This past week I received a call from a girlfriend. 

She said, “I just really need to share some of my frustrations with my husband.” (She’s been married about 12 years). 

I said, “Sure, what’s going on?”

“Well, it’s about the refrigerator. My husband will open up a can, eat half of it, and put the open half in the refrigerator. But instead of eating what’s already open, then he’ll open up something new, put those leftovers in the fridge, and then I can’t find my stuff. Now he’s mad at me because he says I’m always yelling at him. But I’ve been so frustrated for so long and I’m tired of repeating myself. 

I am trying to eat healthy, but I can’t find my foods because his stuff is taking up so much space. And none of it’s even good to eat anymore! It’s going bad but it’s in my way. I mean, if I was him, I’d be eating what was already open, but he won’t do that. We can’t find anything and we throw so much food away. You know, when we moved here he had stocked up on so much food and we just had to give it away or throw it away. Hundreds of dollars in food when we moved. I’ve asked him for input and solutions and we don’t have any. I’m just tired and frustrated and nothing ever changes”.

Active Listening

I told her I was really sorry she was so frustrated and that certainly my husband and I have had some similar challenges and conversations. Then I started using my active listening skills, repeating back what she had told me, and then asking some questions.

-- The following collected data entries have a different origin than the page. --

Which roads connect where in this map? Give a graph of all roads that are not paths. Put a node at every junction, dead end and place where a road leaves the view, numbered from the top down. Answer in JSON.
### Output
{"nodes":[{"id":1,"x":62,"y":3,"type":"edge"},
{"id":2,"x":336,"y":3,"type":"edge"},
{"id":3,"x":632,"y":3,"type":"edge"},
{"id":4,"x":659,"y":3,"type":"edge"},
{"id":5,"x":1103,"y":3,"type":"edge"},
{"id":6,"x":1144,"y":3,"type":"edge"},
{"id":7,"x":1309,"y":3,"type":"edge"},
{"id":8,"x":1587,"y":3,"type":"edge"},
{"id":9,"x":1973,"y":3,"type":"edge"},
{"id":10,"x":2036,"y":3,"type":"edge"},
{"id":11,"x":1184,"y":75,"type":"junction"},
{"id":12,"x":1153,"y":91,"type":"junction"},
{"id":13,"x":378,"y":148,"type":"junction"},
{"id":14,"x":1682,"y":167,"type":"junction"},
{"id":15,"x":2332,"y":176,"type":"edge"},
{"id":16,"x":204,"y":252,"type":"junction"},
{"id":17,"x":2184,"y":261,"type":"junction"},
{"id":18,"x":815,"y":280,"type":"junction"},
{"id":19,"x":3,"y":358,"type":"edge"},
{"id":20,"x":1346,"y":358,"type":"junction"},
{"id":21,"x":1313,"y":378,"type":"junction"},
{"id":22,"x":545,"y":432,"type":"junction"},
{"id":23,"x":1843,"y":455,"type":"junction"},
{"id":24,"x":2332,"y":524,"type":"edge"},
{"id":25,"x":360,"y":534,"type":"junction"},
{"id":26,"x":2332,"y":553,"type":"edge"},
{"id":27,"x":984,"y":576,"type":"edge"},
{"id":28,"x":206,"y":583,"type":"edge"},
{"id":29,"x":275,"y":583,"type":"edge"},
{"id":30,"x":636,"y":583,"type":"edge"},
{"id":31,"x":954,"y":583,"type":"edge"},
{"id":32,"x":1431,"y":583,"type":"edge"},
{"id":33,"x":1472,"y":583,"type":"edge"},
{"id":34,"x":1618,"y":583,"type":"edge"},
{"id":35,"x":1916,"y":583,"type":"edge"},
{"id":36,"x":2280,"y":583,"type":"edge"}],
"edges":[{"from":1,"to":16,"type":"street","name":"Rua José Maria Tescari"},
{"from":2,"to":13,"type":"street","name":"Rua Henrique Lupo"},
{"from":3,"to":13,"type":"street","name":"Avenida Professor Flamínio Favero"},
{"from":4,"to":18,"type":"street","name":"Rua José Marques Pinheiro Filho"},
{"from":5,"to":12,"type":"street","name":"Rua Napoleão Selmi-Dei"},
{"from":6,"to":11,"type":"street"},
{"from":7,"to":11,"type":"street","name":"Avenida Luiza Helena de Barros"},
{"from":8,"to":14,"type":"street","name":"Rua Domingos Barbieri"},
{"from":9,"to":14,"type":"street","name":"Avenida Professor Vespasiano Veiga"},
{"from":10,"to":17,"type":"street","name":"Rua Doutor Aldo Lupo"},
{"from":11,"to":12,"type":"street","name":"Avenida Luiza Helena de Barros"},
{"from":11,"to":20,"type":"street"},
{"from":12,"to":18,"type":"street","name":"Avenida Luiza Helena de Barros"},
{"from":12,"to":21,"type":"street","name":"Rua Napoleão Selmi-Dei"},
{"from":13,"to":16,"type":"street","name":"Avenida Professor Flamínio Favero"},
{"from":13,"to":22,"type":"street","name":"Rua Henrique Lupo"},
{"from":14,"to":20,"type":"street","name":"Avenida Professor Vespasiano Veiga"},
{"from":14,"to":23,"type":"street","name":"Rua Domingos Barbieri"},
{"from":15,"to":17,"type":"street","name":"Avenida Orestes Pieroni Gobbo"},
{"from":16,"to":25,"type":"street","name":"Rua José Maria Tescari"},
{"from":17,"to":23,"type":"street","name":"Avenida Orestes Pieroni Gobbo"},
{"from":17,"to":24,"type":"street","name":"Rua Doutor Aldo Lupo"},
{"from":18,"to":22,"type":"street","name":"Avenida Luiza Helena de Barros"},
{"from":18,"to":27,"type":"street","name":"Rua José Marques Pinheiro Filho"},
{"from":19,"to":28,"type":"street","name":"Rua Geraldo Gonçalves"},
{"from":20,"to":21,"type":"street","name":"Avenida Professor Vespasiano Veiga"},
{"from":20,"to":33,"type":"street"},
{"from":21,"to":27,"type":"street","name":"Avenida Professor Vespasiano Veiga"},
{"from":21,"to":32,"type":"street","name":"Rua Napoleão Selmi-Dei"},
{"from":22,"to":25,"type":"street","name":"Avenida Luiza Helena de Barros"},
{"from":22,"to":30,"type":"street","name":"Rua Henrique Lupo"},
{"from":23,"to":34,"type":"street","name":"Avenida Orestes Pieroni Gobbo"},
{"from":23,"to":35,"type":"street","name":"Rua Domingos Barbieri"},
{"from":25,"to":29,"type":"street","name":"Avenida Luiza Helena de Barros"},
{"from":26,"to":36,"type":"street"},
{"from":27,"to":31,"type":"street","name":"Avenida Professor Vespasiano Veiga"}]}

“So if I’m hearing you correctly, there are a few things going on here. You’re tired of throwing food away, correct?” 

“Yes”

“Do you have a food budget?”

“Well, no”

“Oh, ok. I find that with my husband and I, that since we have a budget for the amount we spend on food, I get less upset about food waste. It’s already written into the cost of what we’re spending on food. We try to decrease it of course, but it’s inevitable, so we plan it into our budget. Also, do you have glass containers for your leftovers?”

“No, why?”

“I’ve found that leftovers taste better and stay good longer when you put them in glass instead of plastic. I almost rarely use plastic Tupperware anymore and I certainly don’t ever put cans in the fridge, even with plastic wrap on them the food starts to taste metallic.”

“Oh, okay, I’ll have to think about using glass instead.”

I continued. “It sounds like you’re also upset by how much space his items are taking up? Is that correct?”

“Yes!”

“Do you have bins or labels or dividers in the fridge? Space for specific items so that you can always find what you’re looking for?”

“No.”

“Oh, well we do, and it means that it’s harder for leftovers and condiments and things to take over the fridge. I can always find the vegetables because that space is labeled and reserved for “veggies”. 

“Oh, well, maybe that would help.”

“Do you clean out the fridge regularly? Do you have a schedule?”

“Oh no, I mean he doesn’t throw it away, but I don’t either.”

“Oh, well, I have it on my calendar to clean out the fridge of leftovers and things that are going bad the night before trash day each week. Even if I miss a week, our fridge is getting emptied of clutter every two weeks and I’m asking my husband, ‘Do we want to keep this or not?’

Recap

I recapped my suggestions, she was excited and hopeful about some of the positive changes that could happen in her kitchen – and her marriage – and we hung up the phone.

Ladies, how often does this happen? Have you ever heard another woman say, my husband is “mad at me because he says I’m always yelling at him, but I’ve been so frustrated for so long and I’m tired of repeating myself.” Have you been that lady?

Yet, there were some very simple and inexpensive solutions to her challenges. Challenges that had been plaguing her marriage and her sanity FOR YEARS! 

Boundary Issues

Do you spot the boundary issues?

“I’m tired of throwing food away. It’s so costly.” But do you have a budget? (Financial Boundary)

“I’m frustrated that I can’t find what’s mine.” But do you have bins? (Space Boundary)

“I’m tired of food going bad so quickly.” But do you use glass? (Time AND Space Boundaries)

“I’m frustrated with the clutter in our fridge.” But do you have a deadline for throwing things out? (Time Boundary)

What are the biggest frustrations you are facing today? I’m here to tell you, don’t sweat the boundary issues (and they’re all boundary issues)

I bet that all of your biggest frustrations come down to boundary issues in some form, which means, that all it takes to fix them is to get creative in your boundary-setting! Setting and adhering to boundaries is a skill that anyone can learn. Once you become skilled at it in one area of your life, you can’t help but have stronger boundaries in ALL areas of your life. Then, it’s no longer a “husband problem” (you can’t fix other people) but a “boundary problem” (solutions are within your grasp).